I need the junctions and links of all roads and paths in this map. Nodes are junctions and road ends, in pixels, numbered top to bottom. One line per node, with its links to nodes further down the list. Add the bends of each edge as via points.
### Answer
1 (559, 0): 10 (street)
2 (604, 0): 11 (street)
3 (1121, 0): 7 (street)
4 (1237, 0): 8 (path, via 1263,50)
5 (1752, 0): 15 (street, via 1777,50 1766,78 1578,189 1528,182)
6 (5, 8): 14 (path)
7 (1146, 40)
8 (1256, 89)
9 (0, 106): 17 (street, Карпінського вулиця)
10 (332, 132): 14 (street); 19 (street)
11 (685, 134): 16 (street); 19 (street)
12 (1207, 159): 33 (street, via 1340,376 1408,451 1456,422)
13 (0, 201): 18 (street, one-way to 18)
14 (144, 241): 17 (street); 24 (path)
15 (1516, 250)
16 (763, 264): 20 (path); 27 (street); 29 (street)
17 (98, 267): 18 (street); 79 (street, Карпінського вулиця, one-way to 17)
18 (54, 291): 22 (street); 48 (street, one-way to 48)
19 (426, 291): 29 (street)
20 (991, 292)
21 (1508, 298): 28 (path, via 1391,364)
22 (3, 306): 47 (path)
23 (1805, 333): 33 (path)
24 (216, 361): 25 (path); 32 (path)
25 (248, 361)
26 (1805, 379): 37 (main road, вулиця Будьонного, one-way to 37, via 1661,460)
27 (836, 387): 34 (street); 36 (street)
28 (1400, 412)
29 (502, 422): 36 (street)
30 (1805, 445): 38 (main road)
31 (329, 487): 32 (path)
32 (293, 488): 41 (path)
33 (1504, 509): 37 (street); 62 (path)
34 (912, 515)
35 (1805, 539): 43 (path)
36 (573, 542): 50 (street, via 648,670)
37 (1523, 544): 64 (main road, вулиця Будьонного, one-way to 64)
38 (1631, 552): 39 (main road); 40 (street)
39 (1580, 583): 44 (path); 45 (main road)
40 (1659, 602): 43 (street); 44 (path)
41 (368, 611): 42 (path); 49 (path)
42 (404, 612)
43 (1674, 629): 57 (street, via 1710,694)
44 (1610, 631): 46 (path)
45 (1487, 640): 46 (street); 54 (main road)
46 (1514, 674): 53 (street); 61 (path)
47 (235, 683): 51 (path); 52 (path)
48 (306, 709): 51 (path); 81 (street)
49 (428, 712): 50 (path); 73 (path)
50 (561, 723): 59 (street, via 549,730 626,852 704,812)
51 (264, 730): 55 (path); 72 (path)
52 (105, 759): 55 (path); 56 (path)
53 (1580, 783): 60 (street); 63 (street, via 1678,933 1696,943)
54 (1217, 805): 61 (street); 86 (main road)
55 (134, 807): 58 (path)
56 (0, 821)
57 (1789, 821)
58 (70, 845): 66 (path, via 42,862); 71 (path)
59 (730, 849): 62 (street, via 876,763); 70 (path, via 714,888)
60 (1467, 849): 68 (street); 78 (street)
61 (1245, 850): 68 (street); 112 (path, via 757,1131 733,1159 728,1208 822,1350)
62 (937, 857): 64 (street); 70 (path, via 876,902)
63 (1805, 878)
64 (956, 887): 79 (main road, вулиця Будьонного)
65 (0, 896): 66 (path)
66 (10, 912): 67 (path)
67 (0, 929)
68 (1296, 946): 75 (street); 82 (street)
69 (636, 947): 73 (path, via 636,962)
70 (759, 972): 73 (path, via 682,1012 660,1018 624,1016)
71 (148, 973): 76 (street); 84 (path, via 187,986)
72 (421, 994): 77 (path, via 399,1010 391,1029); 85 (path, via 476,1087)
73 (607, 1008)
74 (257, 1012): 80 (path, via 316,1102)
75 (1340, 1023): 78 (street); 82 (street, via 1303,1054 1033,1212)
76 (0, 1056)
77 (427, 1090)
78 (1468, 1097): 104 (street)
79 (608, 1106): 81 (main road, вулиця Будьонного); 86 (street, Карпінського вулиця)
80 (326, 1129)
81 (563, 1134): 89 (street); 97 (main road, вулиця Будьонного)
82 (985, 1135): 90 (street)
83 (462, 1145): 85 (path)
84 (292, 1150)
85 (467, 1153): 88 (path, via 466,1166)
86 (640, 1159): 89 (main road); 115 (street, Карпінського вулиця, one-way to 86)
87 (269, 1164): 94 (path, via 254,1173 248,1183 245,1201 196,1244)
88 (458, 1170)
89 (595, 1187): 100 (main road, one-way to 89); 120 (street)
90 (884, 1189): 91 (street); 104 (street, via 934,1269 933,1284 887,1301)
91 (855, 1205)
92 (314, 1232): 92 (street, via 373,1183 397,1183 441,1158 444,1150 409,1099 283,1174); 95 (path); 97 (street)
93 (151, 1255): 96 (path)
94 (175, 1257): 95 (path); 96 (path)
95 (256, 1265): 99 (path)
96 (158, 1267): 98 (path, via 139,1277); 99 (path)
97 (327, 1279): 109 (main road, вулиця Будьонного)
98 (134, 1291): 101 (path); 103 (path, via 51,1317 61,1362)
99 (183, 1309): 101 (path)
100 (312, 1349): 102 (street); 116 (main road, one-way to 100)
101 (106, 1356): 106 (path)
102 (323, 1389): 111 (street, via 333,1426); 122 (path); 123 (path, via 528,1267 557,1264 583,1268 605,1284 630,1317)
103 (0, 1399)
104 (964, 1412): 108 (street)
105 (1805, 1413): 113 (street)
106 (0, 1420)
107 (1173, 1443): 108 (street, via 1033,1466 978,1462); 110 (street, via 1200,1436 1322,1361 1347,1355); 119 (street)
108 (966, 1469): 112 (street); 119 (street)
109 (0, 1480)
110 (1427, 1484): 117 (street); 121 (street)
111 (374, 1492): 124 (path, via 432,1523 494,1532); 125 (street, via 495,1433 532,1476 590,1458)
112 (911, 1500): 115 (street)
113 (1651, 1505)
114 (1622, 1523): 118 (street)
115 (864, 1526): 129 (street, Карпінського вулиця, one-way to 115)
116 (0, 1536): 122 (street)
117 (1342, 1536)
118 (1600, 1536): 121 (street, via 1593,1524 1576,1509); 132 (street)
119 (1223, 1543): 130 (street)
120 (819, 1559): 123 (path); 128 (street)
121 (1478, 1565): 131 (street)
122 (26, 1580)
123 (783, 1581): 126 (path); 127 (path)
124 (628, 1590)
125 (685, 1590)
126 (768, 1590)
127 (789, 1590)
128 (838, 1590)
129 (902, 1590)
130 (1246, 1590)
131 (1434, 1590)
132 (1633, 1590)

━━━━

WHAT IS BEING ASKED
Scan the lines above for "Будьонного", then copy every one that has it.

RESULT
26 (1805, 379): 37 (main road, вулиця Будьонного, one-way to 37, via 1661,460)
37 (1523, 544): 64 (main road, вулиця Будьонного, one-way to 64)
64 (956, 887): 79 (main road, вулиця Будьонного)
79 (608, 1106): 81 (main road, вулиця Будьонного); 86 (street, Карпінського вулиця)
81 (563, 1134): 89 (street); 97 (main road, вулиця Будьонного)
97 (327, 1279): 109 (main road, вулиця Будьонного)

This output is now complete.